東芝は2月25日、小型化/低電力化に適した画素読み出し回路を搭載したCMOSイメージセンサを開発したことを発表した。

同成果の詳細は、米国サンフランシスコで開催された「ISSCC 2013(International Solid-State Circuits Conference:国際固体素子回路会議)」にて発表された。

スマートフォンの普及などから、CMOSイメージセンサには低雑音を実現しつつ、さらなる小型化、低消費電力化が求められている。一般的に、小型で低電力なCMOSイメージセンサの画素信号読み出し回路は、主に雑音除去回路、可変利得アンプ、A/Dコンバータ(ADC)で構成されており、画素信号読み出し方式としては直列読み出し方式が使用されているが、雑音除去回路の面積が大きく、可変利得アンプ、ADCの消費電力も大きいため、さらなる小型化、低電力化が課題となっていた。

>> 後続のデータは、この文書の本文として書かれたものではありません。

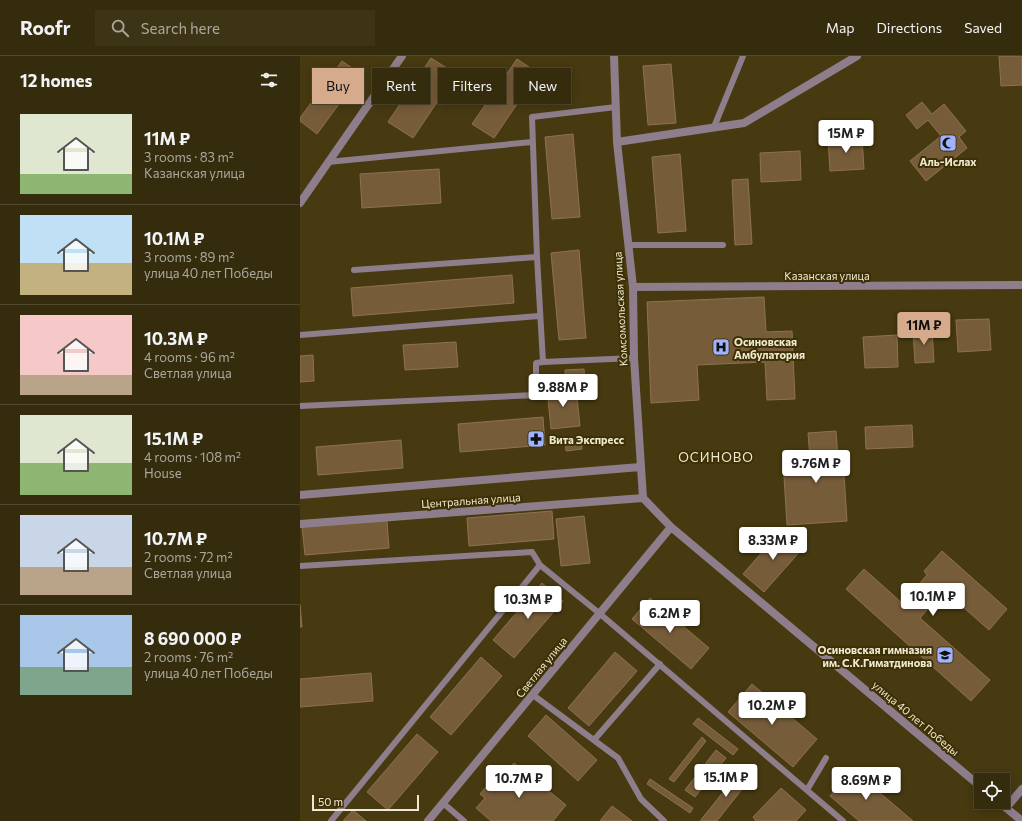 <!DOCTYPE html>
<html lang="en">
<head>
<meta charset="utf-8">
<style>
	:root { --surface:#352c0d; --page:#3d3416; --text:#f1f3f6; --muted:#aaa79d; --line:#4f482e; --accent:#d6ab8b }
	body { margin:0; font-family:Commissioner,sans-serif; background:var(--page); color:var(--text); height:100vh; display:flex; flex-direction:column; font-size:15px; white-space:nowrap }
	* { box-sizing:border-box; margin:0 }
	p { font-size:13px; color:var(--muted) }
	.icon { flex:none; width:22px; height:22px; fill:none; stroke:currentColor; stroke-width:2; stroke-linecap:round; stroke-linejoin:round }
	.map { position:relative; flex:1; overflow:hidden }
	.drawer { display:flex; flex-direction:column; background:var(--surface); width:300px }
	.drawer>* { flex:none }
	.top-card { position:absolute; left:12px; top:12px; width:380px; height:36px; display:flex; gap:8px }
	.buttons { position:absolute; left:674px; top:717px; display:grid; gap:8px }
	.buttons a { display:grid; place-items:center; width:36px; height:36px; border-radius:0px; background:var(--surface); box-shadow:0 2px 10px #0003,0 0 0 1px var(--line); font-size:20px }
	.scale { position:absolute; left:12px; bottom:10px; width:107px; box-sizing:border-box; padding-left:4px; border:2px solid #efe8d2; border-top:0; font-size:11px; line-height:14px; white-space:nowrap; color:#efe8d2; -webkit-text-stroke:3px #3c3004; paint-order:stroke }
	.price { position:absolute; translate:-50% -34px; padding:0 9px; border-radius:4px; background:#fff; color:#222; font-size:13px; line-height:26px; filter:drop-shadow(0 1px 2px #0008) }
	.price::after { content:''; position:absolute; left:50%; top:24px; width:12px; height:9px; margin-left:-6px; background:inherit; clip-path:polygon(0 0,100% 0,50% 100%) }
	.price.on { background:var(--accent); color:#111 }
	ul { padding:0; list-style:none }
	li { display:flex; align-items:center; gap:12px; height:100px; padding:0 20px }
	li+li { border-top:1px solid var(--line) }
	li span { display:grid; place-items:center; flex:none; width:112px; height:80px; border-radius:0px; color:#555 }
	li>.icon { margin-inline-start:auto }
	span .icon { width:48px; height:48px; fill:#fffc; stroke-width:1 }
	li b { font-size:17px }
	h2 { display:flex; justify-content:space-between; align-items:center; height:48px; padding:0 20px; font-size:17px }
	.chip { padding:0 14px; border-radius:0px; background:var(--surface); box-shadow:0 2px 10px #0003,0 0 0 1px var(--line); font-size:14px; line-height:36px }
	.chip.on { background:var(--accent); color:#111 }
	header { display:flex; align-items:center; gap:24px; box-sizing:border-box; height:56px; padding:0 20px; background:var(--surface); border-bottom:1px solid var(--line) }
	header strong { font-size:19px }
	nav { display:flex; gap:22px; margin-inline-start:auto; font-size:14px }
	.search { width:280px; height:36px; background:var(--page); display:flex; align-items:center; gap:10px; box-sizing:border-box; padding:0 14px; border-radius:0px; color:var(--muted); font-size:15px }
	main { display:flex; flex:1; min-height:0 }
	.map>svg:first-child { display:block }
</style>
</head>
<body>
<header>
<strong>Roofr</strong>
<div class="search"><svg class="icon" aria-label="search" viewBox="0 0 24 24"><circle cx="10" cy="10" r="6"/><path d="M15 15l6 6"/></svg>Search here</div>
<nav><a>Map</a><a>Directions</a><a>Saved</a></nav>
</header>
<main>
<section class="drawer">
<h2>12 homes<svg class="icon" aria-label="filters" viewBox="0 0 24 24"><path d="M4 7h16M4 17h16"/><circle cx="9" cy="7" r="2"/><circle cx="15" cy="17" r="2"/></svg></h2>
<ul>
<li><span style="background:linear-gradient(#dfe7d0 75%,#8fb573 0)"><svg class="icon" aria-label="home" viewBox="0 0 24 24"><path d="M3 11l9-7 9 7M6 9v11h12V9"/></svg></span><div><b>11M ₽</b><p>3 rooms · 83 m²</p><p>Казанская улица</p></div></li>
<li><span style="background:linear-gradient(#bfe0f5 60%,#c2b280 0)"><svg class="icon" aria-label="home" viewBox="0 0 24 24"><path d="M3 11l9-7 9 7M6 9v11h12V9"/></svg></span><div><b>10.1M ₽</b><p>3 rooms · 89 m²</p><p>улица 40 лет Победы</p></div></li>
<li><span style="background:linear-gradient(#f6c9c9 75%,#b9a48a 0)"><svg class="icon" aria-label="home" viewBox="0 0 24 24"><path d="M3 11l9-7 9 7M6 9v11h12V9"/></svg></span><div><b>10.3M ₽</b><p>4 rooms · 96 m²</p><p>Светлая улица</p></div></li>
<li><span style="background:linear-gradient(#dfe7d0 60%,#8fb573 0)"><svg class="icon" aria-label="home" viewBox="0 0 24 24"><path d="M3 11l9-7 9 7M6 9v11h12V9"/></svg></span><div><b>15.1M ₽</b><p>4 rooms · 108 m²</p><p>House</p></div></li>
<li><span style="background:linear-gradient(#c9d6e8 65%,#b9a48a 0)"><svg class="icon" aria-label="home" viewBox="0 0 24 24"><path d="M3 11l9-7 9 7M6 9v11h12V9"/></svg></span><div><b>10.7M ₽</b><p>2 rooms · 72 m²</p><p>Светлая улица</p></div></li>
<li><span style="background:linear-gradient(#a9c7e8 65%,#7fa58c 0)"><svg class="icon" aria-label="home" viewBox="0 0 24 24"><path d="M3 11l9-7 9 7M6 9v11h12V9"/></svg></span><div><b>8 690 000 ₽</b><p>2 rooms · 76 m²</p><p>улица 40 лет Победы</p></div></li>
</ul>
</section>
<div class="map">
<svg width="722" height="765" viewBox="0 0 722 765">
	<rect width="100%" height="100%" fill="#473a11"/>
	<path fill="#775c3a" stroke="#8e724f" d="M699 0H722V29L701 30Z
		M131 2 156 18 113 82 88 66Z
		M217 3 238 17 194 82 172 68Z
		M42 5 61 18 17 78 0 65V62Z
		M371 8 376 67 348 69 343 10Z
		M622 46 632 58 644 48 666 75 659 81 667 92 626 125 610 105 641 80 628 64 617 73 606 59Z
		M273 78 280 161 252 163 245 81Z
		M562 81 564 113 530 115 528 83Z
		M500 95 501 124 461 126 460 97Z
		M380 98 386 175 358 177 352 101Z
		M139 113 141 147 62 152 60 118Z
		M448 123 452 188 435 189 432 124Z
		M279 194 286 282 259 284 251 197Z
		M212 219 214 247 53 260 51 232Z
		M464 241 466 276 492 275 495 343 467 344 465 306 397 309 399 344 351 347 347 246Z
		M689 263 691 294 658 296 656 264Z
		M632 274 634 306 615 307 613 275Z
		M597 279 598 311 565 312 563 281Z
		M156 286 158 311 105 314 103 289Z
		M13 299 14 325 0 326V300Z
		M284 313 285 329 266 330 265 314Z
		M276 332 280 370 251 373 247 334Z
		M243 361 245 389 160 396 158 368Z
		M612 369 613 391 566 393 565 371Z
		M536 375 538 403 543 402 547 465 487 469 483 404 510 402 508 377Z
		M281 381 282 393 266 395 265 383Z
		M101 384 103 412 18 419 16 391Z
		M252 455 254 483 169 490 167 462Z
		M284 460 290 507 261 510 256 463Z
		M87 465 89 492 5 499 2 471Z
		M482 473 503 492 464 536 443 518Z
		M642 495 707 553 689 574 644 534 620 562 690 624 671 645 546 533 564 513 602 547 627 519 624 515Z
		M242 527 263 545 214 602 193 584Z
		M350 542 409 592 391 613 332 563Z
		M0 549 2 571H0Z
		M315 596 337 615 289 670 268 652Z
		M181 601 202 620 151 679 130 661Z
		M71 617 73 645 0 651V623Z
		M452 628 517 683 493 711 428 656Z
		M246 659 297 704 278 725 228 680Z
		M398 662 438 693 433 699 393 668Z
		M117 678 138 696 88 754 67 736Z
		M402 681 406 685 374 726 369 723Z
		M416 694 426 702 395 741 385 734Z
		M214 707 266 749 253 765H191L176 752 185 742 180 738 191 725 194 727 202 717 204 719Z
		M552 713 613 765H559L530 740Z
		M440 715 450 723 417 765H400Z
		M350 723 393 752 390 757 347 728Z
		M481 732 506 754 496 765H456L453 761Z
		M312 750 332 765H300Z
		M53 754 66 765H43Z"/>
	<g fill="none" stroke-linecap="round" stroke-linejoin="round">
		<path stroke="#8e7e8b" stroke-width="6" d="M316 51 232 61 237 201 243 306 334 302
			M414 71 443 0
			M28 106 232 86
			M328 189H423
			M54 214 237 201
			M0 279 239 260
			M0 350 236 339V307L243 306
			M0 510 232 496 240 509
			M233 639 318 702 341 743 364 765
			M294 684 360 608
			M507 734 526 702
			M143 747 164 765
			M31 765 240 509 299 557 543 765"/>
		<path stroke="#8e7e8b" stroke-width="8" d="M314 0 317 86 333 231 334 302 343 442 371 471 681 731
			M317 86 444 67 557 0
			M0 147 102 0
			M333 231 722 229
			M0 439 340 411
			M0 468 343 442
			M699 746 722 765
			M706 752 722 733
			M128 765 371 471"/>
	</g>
	<defs>
		<g id="mosque-square" transform="scale(0.9)"><rect x="-9" y="-9" width="18" height="18" rx="4" fill="#9fb3fd" stroke="#3c3004"/><path d="M3.5-4.9A6 6 0 1 0 3.5 4.9A5 5 0 1 1 3.5-4.9Z" fill="#111"/></g>
		<g id="hospital-square" transform="scale(0.9)"><rect x="-9" y="-9" width="18" height="18" rx="4" fill="#9fb3fd" stroke="#3c3004"/><path d="M-5-5h3v3.5h4V-5h3V5h-3V1.5h-4V5h-3Z" fill="#111"/></g>
		<g id="pharmacy-square" transform="scale(0.9)"><rect x="-9" y="-9" width="18" height="18" rx="4" fill="#9fb3fd" stroke="#3c3004"/><path d="M-2-6h4v4h4v4h-4v4h-4v-4h-4v-4h4Z" fill="#111"/></g>
		<g id="school-square" transform="scale(0.9)"><rect x="-9" y="-9" width="18" height="18" rx="4" fill="#9fb3fd" stroke="#3c3004"/><path d="M0-5L7-2L0 1L-7-2ZM-4 1L0 2.5L4 1V4Q0 6-4 4Z" fill="#111"/></g>
	</defs>
	<g fill-rule="evenodd">
		<use href="#mosque-square" x="648" y="87"/>
		<use href="#hospital-square" x="421" y="291"/>
		<use href="#pharmacy-square" x="236" y="383"/>
		<use href="#school-square" x="645" y="599"/>
	</g>
	<g text-anchor="middle" dominant-baseline="central" stroke-width="4" stroke-linejoin="round" paint-order="stroke">
		<g font-size="11" font-weight="bold" fill="#efe8d2" stroke="#3c3004" text-anchor="start">
			<text x="648" y="105" text-anchor="middle">Аль-Ислах</text>
			<text x="434" y="285">Осиновская<tspan x="434" dy="13">Амбулатория</tspan></text>
			<text x="249" y="383">Вита Экспресс</text>
			<text x="632" y="593" text-anchor="end">Осиновская гимназия<tspan x="632" dy="13">им. С.К.Гиматдинова</tspan></text>
		</g>
		<g font-size="11" fill="#efe8d2" stroke="#3c3004">
			<text x="527" y="219">Казанская улица</text>
			<text transform="translate(320 253) rotate(-93)">Комсомольская улица</text>
			<text transform="translate(171 444) rotate(-4)">Центральная улица</text>
			<text transform="translate(241 611) rotate(-51)">Светлая улица</text>
			<text transform="translate(616 662) rotate(40)">улица 40 лет Победы</text>
		</g>
		<g font-size="13" letter-spacing="1" fill="#efe8d2" stroke="#3c3004">
			<text x="416" y="401">ОСИНОВО</text>
		</g>
	</g>
</svg>
<div class="buttons">
<a><svg class="icon" aria-label="locate" viewBox="0 0 24 24"><circle cx="12" cy="12" r="6"/><path d="M12 2v4M12 18v4M2 12h4M18 12h4"/></svg></a>
</div>
<div class="scale">50 m</div>
<b class="price" style="left:546px;top:98px">15M ₽</b>
<b class="price on" style="left:624px;top:290px">11M ₽</b>
<b class="price" style="left:263px;top:352px">9.88M ₽</b>
<b class="price" style="left:516px;top:428px">9.76M ₽</b>
<b class="price" style="left:473px;top:505px">8.33M ₽</b>
<b class="price" style="left:633px;top:561px">10.1M ₽</b>
<b class="price" style="left:228px;top:564px">10.3M ₽</b>
<b class="price" style="left:370px;top:578px">6.2M ₽</b>
<b class="price" style="left:472px;top:670px">10.2M ₽</b>
<b class="price" style="left:426px;top:742px">15.1M ₽</b>
<b class="price" style="left:219px;top:743px">10.7M ₽</b>
<b class="price" style="left:566px;top:745px">8.69M ₽</b>
<div class="top-card">
<a class="chip on">Buy</a>
<a class="chip">Rent</a>
<a class="chip">Filters</a>
<a class="chip">New</a>
</div>
</div>
</main>
</body>
</html>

今回、同社ではそうした課題を克服するため、小面積化に適したPMOS型容量で雑音除去回路を構成し、同時に信号レベルの自動シフト機能を内包させることで、可変利得アンプ、ADCの低電圧化を実現し、CMOSイメージセンサの画素信号特性に特化したADCを開発した。また、この3つの回路を搭載した試作品を用いた実験では、従来の小型/低電力品と比較して約2倍の性能改善を実現できることを確認したという。

なお、同社では今後、低価格携帯電話や医療用途への展開を目指し、開発した画素読み出し回路を搭載したCMOSイメージセンサを2013年度中に製品化することを計画しているとしている。